I also thought your story about the Islamic world was really important.
We often hear about their role as sort of capturing and reproducing and propagating the works of the Greeks.
But I'd love you to tell our listeners a little bit about, you know, their critique and their elaboration on the work of the Greeks, rather just as being vessels for it.
Absolutely.
And your analogy that we often think of Islamic science as simply the sort of vessels or, you know, like guardians of Greek science.
So it's holding on to it to pass it on to European science later.
But the evidence for that, that Islamic thinkers in both the medieval period,
but including much later in the 14th, 15th, 16th century,
they weren't just copying out Greek texts.
They were translating them into Arabic or Persian.
And then writing detailed commentaries, critiquing these earlier Greek Astronautism.
and mathematicians in particular. So someone like Ptolemy, the famous Greek astronomer that
forms the basis of lots of European astronomy, well, Islamic astronomers recognized what was
powerful about Ptolemy, but also recognized that Ptolemy's ancient Greek astronomy, some of its
assumptions created massive problems, particularly Ptolemy insisted that everything in the universe
outside of the earth had to move in perfect circles. And this created a problem, because if
If you insist that all the planets are moving in perfect circles, I mean, it's impossible to perfectly model the movement of the planets around the sun or even around the Earth, if you think there's a, at the time, obviously people believe that the Earth, by and large, was at the center of the universe.
And in particular, a Persian astronomer in the 13th century, Nasser al-Din Altusi, who was working in what's now modern,
Iran, wrote a very detailed account of how you would have to change astronomy and ancient
Greek astronomy, keeping some of the good bits, but Tusi develops new techniques, new
mathematical and really geometric techniques to better model the movement of the planet.
So he basically has like a circle inside another circle.
It's called the Tusi couple, which allows you to create linear motion from circles.
motion, which, to cut a long story short, allows you to kind of get the planets to sort of
wobble around a bit more as they go. So it's not perfect. It's not, you know, the proper
elliptical laws that Kepler comes up with, but it's a lot closer. And Copernicus actually
uses NASA Alden-Althusi's work later during the scientific revolution. So that's just one
example, but the point is, as you say, that the Islamic Golden Age, for one, didn't suddenly end
in like the 12th century and two they weren't just copying out Greek texts they were seriously
engaging with them building on them and then later European astronomers as well as chemists
mathematicians and so forth built on that as well wonderful now that we have a more sort of nuanced
picture of who is doing what I want to trace it back and try to answer the question of like
when is it science and when is it just sort of like thinking and wondering and is there a meaningful
difference. I mean, if we talk about how we do science today and imagine that we just looked back at
what Galileo and Newton and Bacon were doing, would we recognize what they were doing as science
or flip it around if they showed up today, would they recognize what we're doing is science or would
they think it's totally alien? You know, how is science today different in institution and practice
and theory than even just what we consider the beginning of the scientific revolution? Before we go back
and talk about whether, you know, the Chinese were doing science or not.
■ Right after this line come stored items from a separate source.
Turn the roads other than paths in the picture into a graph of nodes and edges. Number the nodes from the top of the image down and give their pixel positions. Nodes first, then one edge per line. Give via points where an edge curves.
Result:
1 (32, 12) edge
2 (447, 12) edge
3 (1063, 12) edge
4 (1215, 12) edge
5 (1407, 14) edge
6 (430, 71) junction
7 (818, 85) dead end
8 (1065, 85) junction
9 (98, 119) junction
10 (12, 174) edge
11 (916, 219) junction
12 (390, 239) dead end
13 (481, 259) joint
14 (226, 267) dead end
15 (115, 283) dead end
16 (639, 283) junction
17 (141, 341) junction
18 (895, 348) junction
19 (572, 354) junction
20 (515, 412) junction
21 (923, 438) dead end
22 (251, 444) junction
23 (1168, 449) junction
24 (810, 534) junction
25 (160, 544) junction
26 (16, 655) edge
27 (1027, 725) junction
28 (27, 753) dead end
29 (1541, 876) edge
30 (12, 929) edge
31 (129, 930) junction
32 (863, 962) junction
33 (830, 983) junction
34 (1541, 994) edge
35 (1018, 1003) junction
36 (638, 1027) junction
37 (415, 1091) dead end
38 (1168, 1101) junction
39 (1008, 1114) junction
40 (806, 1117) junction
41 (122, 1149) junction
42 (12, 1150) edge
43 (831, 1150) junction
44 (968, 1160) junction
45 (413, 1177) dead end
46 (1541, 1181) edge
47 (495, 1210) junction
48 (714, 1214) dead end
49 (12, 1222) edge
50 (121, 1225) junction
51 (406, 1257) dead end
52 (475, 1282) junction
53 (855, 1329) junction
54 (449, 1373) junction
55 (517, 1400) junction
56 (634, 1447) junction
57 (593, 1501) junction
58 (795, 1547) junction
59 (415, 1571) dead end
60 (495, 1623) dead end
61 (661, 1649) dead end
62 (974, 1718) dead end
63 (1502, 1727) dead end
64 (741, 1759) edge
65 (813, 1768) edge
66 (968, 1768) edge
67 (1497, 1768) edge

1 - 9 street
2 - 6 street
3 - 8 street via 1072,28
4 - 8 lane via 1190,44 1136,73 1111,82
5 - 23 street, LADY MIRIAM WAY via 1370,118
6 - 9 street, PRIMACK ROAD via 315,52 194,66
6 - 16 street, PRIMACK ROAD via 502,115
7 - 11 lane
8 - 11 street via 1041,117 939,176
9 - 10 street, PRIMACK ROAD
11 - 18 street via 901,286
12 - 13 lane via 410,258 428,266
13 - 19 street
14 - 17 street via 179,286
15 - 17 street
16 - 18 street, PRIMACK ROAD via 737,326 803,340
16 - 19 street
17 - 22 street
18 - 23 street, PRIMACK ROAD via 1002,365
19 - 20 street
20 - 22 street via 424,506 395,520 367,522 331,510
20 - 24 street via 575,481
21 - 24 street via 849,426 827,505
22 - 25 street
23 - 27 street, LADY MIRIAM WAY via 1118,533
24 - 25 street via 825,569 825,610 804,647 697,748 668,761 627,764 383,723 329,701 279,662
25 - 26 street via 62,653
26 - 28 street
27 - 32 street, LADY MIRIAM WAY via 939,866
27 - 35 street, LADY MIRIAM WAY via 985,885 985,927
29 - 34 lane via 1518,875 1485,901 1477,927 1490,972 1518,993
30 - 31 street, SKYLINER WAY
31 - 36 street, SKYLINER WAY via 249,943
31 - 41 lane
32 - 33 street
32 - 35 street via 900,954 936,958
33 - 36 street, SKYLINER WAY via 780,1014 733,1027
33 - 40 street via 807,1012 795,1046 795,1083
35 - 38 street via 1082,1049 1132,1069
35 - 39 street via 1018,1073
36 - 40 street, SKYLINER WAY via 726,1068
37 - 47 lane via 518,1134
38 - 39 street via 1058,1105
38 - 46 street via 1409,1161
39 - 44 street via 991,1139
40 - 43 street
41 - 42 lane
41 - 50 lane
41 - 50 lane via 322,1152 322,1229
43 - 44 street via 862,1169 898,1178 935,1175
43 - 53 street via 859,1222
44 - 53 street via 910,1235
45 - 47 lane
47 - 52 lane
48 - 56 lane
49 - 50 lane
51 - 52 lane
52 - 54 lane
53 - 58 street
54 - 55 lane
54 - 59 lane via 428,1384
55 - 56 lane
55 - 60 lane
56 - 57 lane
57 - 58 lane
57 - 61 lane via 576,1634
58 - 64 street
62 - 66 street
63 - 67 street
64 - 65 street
What about, you know, who we lift up as the grandfathers of science?
How much has it changed even in those few hundred years?
Yeah, a lot.
It's a great question.
You're right.
It's a good way to maybe get to what science is and is not.
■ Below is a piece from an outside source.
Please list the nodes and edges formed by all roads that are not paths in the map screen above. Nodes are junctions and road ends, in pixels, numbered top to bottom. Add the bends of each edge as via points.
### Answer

I think if we look at people like Newton, Francis Bacon, Galileo, if we look at them
with today's standards, many of the things they do do not look like science.
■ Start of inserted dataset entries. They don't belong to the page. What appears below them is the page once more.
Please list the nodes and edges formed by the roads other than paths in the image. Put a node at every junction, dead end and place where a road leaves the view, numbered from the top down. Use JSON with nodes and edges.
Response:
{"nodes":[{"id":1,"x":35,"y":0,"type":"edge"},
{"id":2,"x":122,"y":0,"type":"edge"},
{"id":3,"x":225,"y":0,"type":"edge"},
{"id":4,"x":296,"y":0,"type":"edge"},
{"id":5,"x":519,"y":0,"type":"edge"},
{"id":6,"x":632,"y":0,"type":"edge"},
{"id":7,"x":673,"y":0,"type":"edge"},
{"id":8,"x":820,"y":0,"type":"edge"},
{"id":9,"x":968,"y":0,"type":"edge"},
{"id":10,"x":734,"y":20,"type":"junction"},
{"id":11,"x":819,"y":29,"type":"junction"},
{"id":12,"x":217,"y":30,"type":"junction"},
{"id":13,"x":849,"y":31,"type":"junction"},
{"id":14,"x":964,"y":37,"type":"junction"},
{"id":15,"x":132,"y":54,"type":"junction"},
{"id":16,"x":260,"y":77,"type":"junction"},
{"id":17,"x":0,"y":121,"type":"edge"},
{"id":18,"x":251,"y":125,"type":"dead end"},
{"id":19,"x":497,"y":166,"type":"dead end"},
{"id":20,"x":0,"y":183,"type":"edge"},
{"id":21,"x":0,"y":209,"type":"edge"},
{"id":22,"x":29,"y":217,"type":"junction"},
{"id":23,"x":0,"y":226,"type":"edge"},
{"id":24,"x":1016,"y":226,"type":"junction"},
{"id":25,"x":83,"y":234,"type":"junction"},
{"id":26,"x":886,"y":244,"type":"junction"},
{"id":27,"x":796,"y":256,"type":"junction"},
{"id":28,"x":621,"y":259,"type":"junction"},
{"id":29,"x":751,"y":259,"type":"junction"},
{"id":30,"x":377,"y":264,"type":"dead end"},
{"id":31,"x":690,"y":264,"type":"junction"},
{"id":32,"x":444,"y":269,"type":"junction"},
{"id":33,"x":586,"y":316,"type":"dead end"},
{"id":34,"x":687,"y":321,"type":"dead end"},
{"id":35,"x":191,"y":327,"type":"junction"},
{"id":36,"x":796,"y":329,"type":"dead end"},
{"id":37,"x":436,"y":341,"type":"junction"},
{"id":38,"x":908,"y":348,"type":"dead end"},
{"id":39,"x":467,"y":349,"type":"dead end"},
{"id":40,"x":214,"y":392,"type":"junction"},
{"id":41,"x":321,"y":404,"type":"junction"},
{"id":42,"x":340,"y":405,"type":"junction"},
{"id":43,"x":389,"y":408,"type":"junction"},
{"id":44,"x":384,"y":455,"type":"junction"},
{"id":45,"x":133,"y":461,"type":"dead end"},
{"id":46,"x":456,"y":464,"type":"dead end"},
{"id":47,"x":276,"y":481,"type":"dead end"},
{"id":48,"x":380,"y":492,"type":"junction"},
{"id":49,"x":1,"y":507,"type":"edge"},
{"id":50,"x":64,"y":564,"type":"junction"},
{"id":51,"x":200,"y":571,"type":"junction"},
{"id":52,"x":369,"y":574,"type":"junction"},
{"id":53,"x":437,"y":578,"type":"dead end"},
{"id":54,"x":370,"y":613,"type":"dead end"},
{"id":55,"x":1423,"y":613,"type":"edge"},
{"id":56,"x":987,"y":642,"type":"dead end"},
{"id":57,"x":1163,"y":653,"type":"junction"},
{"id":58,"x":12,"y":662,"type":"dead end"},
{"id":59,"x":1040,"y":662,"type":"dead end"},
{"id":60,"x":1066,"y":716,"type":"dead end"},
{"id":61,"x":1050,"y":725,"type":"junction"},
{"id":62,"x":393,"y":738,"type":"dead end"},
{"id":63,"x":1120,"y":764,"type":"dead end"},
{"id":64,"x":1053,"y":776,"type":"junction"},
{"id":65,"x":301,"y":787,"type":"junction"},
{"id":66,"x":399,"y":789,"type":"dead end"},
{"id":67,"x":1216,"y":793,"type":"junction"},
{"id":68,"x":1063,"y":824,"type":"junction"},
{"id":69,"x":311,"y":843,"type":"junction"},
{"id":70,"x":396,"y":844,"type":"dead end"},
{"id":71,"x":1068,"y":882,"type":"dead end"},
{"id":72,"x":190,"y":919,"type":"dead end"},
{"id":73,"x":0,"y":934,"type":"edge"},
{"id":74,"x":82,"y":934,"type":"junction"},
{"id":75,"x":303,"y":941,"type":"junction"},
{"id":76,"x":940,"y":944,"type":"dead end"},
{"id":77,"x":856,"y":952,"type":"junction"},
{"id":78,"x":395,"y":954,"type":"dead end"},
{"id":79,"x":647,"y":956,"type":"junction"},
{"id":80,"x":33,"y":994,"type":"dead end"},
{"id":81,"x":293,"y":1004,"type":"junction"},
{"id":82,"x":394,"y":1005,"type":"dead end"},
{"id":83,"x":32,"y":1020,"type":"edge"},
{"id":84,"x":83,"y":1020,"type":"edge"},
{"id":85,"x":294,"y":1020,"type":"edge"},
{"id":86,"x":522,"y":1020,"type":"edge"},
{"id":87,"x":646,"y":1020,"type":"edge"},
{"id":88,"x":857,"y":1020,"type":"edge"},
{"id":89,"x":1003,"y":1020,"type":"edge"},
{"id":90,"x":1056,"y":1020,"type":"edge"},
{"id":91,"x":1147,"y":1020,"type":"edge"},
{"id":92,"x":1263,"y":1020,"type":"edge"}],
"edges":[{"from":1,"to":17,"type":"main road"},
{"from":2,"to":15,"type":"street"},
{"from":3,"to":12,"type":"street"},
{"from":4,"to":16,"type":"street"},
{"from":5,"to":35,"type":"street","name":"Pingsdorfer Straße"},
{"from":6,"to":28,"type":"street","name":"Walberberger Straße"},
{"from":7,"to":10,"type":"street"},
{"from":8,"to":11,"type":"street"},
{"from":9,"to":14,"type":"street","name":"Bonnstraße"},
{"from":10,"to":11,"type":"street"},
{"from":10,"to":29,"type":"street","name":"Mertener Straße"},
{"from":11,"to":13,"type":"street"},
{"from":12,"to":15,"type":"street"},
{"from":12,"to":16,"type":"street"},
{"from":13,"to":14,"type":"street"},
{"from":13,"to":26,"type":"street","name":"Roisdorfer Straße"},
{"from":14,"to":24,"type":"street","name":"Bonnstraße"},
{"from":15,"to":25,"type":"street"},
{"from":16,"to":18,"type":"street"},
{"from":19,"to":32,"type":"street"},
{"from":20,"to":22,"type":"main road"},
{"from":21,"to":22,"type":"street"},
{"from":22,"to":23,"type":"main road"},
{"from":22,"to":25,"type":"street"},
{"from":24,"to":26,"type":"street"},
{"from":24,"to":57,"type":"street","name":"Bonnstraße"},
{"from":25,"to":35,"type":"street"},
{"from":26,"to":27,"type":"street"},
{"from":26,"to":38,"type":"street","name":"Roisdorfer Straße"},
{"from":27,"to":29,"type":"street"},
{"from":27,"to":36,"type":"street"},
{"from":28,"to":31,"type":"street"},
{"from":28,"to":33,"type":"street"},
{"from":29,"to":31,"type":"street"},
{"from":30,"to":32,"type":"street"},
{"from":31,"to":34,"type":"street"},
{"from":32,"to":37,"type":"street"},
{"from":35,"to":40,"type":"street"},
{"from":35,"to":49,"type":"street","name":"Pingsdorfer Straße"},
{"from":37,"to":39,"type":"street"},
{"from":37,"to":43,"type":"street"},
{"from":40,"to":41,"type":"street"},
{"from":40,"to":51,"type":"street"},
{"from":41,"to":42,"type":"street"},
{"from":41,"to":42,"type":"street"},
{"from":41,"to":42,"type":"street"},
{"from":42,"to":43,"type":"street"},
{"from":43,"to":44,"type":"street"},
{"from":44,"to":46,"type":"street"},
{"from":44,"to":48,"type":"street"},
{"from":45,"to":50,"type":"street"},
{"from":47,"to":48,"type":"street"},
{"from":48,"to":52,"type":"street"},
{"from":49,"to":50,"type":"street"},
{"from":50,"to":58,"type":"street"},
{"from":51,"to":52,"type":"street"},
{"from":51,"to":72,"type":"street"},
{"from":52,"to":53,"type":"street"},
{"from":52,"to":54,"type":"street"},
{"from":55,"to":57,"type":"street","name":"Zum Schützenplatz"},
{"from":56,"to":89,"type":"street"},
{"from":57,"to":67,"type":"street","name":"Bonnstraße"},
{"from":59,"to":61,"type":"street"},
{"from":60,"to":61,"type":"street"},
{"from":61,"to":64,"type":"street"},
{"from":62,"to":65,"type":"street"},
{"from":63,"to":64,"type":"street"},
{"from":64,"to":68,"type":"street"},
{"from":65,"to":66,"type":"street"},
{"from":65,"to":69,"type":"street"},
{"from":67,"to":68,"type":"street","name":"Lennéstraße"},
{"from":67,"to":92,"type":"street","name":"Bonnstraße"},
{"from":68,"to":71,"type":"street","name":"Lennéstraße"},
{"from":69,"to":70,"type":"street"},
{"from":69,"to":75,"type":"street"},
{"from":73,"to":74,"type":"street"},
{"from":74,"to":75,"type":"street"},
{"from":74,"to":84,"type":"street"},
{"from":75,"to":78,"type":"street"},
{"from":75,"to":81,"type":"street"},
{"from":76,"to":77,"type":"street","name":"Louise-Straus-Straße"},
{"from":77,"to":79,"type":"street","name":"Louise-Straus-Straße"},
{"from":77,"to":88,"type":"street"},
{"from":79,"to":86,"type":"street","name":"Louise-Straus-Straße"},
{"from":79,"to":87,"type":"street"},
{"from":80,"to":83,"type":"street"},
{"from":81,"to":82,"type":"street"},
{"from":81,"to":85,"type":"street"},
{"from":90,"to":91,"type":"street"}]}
of reasons. They're not embedded in the kind of scientific institutions that we think of. So Newton
was president of the Royal Society, which is, of course, a national scientific institution today in
England, in the UK. But that wasn't like a national scientific academy. That was a gentleman's club.
And a lot of what Newton did was really sort of tinkering with stuff, writing very long books,
I mean, in Latin, but it doesn't look like science. He's not sitting in a laboratory. And
And also, I think to turn it round, if they looked at today, I think the thing that people like
Newton and Bacon and Galileo would find odd is how by and large we think of, or at least present
science as totally separate from things like the arts and philosophy, religion, politics, even
history. And for all of them, particularly someone like Isaac Newton, science was part and parcel
of doing philosophy. It was part and parcel of religious thought. And it was also part and parcel
of history. So Newton spent much of his life searching for secret meanings using kind of almost
like the techniques of calculus in the Bible. He also spent a lot of time doing weird alchemical
experiments in the hope of finding the philosopher's stone. And he wrote long histories as well
about the kind of development of civilization and the kind of future.
He made predictions about the end of the world.
Newton thought the world would end in 2060 and, you know, you might turn out to be right.
But Newton and for anyone of his era in Europe or elsewhere, that wasn't weird.
That was part and parcel of thinking about the nature of the universe, but therefore also the nature of bigger things like society and God.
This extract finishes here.